At 12:05 AM 11/30/2000 -0500, you wrote:
>Marco Anglesio wrote:
>
>> While it's certainly a good thing that free and universal health care is a
>> sacred cow of the canadian electorate,
>
>But isn't the health care system being slowly gutted by budget cutbacks?
>My mother complains regularly now about the long waits in getting tests
>and other medical service. One way to wean the electorate off universal
>health care would be to cut its budget to the point where it meets basic
>expectations less and less frequently. And once Canadians start
>complaining loudly about the system, US pols and the health insurance
>industry would be more than eager to point to it as a failed model,
>eliminating what little pressure that system now exerts as a nearby
>alternative model.
>
>Uday
------
Yes. That particularly works for the wealthy 'consumer'. Most Canadians actually see that the root cause of these waits is the Liberal cutbacks to public healthcare and recognize that they opened the door for a two-tier health care system (one for the rich, one for the rest of us). Just before the election, the Liberals restored spending levels - at least to 1995 standards - blatantly to increase their election chances. Obviously this vote-buying worked.

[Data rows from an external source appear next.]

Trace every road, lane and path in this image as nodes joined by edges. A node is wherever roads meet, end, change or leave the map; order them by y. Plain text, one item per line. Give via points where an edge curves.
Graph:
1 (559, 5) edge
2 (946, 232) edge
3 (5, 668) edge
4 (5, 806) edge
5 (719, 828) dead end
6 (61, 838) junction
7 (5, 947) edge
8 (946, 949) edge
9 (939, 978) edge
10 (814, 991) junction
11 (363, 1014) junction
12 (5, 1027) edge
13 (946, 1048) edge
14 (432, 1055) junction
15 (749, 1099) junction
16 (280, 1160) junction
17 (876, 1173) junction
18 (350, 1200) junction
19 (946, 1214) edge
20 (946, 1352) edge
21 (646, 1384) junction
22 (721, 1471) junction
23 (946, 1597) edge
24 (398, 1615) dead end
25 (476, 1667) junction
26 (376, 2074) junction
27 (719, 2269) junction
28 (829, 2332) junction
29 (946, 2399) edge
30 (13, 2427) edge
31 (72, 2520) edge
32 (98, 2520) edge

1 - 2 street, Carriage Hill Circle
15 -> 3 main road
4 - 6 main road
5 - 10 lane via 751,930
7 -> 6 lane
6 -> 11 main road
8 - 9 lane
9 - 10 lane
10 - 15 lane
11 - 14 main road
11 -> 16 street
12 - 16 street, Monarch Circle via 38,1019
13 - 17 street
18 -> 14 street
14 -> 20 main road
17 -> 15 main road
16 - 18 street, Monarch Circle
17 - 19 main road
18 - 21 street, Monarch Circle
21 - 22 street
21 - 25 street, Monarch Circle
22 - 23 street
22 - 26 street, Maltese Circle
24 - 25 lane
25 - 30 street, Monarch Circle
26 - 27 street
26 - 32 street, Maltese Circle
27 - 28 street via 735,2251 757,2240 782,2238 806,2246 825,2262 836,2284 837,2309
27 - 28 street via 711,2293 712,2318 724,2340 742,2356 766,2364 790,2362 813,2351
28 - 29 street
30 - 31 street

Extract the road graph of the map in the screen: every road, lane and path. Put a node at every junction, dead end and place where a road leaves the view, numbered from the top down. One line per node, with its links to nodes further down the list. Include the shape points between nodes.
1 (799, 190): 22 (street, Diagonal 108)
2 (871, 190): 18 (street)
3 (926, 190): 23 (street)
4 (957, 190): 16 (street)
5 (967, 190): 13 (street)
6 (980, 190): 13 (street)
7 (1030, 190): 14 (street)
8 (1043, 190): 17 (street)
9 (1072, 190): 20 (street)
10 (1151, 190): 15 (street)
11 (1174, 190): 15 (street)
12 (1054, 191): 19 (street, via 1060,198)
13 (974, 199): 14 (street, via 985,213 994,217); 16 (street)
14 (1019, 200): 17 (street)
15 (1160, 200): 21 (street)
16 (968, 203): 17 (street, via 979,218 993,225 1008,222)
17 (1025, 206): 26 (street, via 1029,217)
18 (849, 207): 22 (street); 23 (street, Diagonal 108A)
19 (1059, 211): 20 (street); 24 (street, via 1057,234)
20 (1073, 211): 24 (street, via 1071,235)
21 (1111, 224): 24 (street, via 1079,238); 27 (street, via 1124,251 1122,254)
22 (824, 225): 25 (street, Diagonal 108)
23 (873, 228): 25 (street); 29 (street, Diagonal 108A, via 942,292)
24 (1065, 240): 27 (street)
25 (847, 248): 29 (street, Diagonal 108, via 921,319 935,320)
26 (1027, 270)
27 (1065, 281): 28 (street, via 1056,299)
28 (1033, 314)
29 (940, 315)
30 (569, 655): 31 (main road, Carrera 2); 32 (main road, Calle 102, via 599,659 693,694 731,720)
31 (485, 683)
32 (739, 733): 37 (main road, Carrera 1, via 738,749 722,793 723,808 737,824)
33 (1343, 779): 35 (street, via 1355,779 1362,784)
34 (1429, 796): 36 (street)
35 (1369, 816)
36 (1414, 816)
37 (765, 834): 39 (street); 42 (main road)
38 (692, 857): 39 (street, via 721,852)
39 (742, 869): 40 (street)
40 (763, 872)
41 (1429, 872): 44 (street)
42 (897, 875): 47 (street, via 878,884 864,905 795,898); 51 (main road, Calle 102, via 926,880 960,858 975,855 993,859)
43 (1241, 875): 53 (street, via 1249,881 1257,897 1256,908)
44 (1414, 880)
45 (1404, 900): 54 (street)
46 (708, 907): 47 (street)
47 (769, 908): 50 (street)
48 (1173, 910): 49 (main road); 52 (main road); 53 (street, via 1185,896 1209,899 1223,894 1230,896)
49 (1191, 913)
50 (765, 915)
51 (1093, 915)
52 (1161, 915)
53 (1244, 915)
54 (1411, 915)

Those who watched the all-party debates felt that the social democratic party (the NDP), which introduced public healthcare here, was the only party that actually understood how to best preserve the public system. Unfortunately, people treated the NDP like the American Greens - a wasted vote. Even the party that most clearly supported a two-tier system (the Canadian Alliance) tried to deny it publicly but ultimately weren't believed. The Liberals got elected simply because they were the lesser of two evils.
Instead of being undermined by clear policy ala the Alliance, we are allowing our public healthcare system to die of benign neglect. This is a very baffling place for activists - trying to translate a lack of budgetary increases as an immediate threat to healthcare. Canadians are clearly petrified by the American system - we all know of people who didn't have coverage and ended up selling their property and souls to pay their medical bills (or drug costs for that matter). All of our friends, whenever they travel to the States, carry Blue Cross, even if they aren't spending more than a couple of hours there. When we bused to the WTO protests in Seattle from Vancouver, nearly everyone in the bus was covered for the day. Many nurses and doctors who have left Canada for the States for the big bucks have returned because they became sick of the realty that health was bought and sold to the highest bidder. But translating this into action is another matter.
Oh yeah, because the Liberals saved so much money on healthcare, I got a tax cut -- all of $12/month. Guess I better start saving it for that future heart surgery.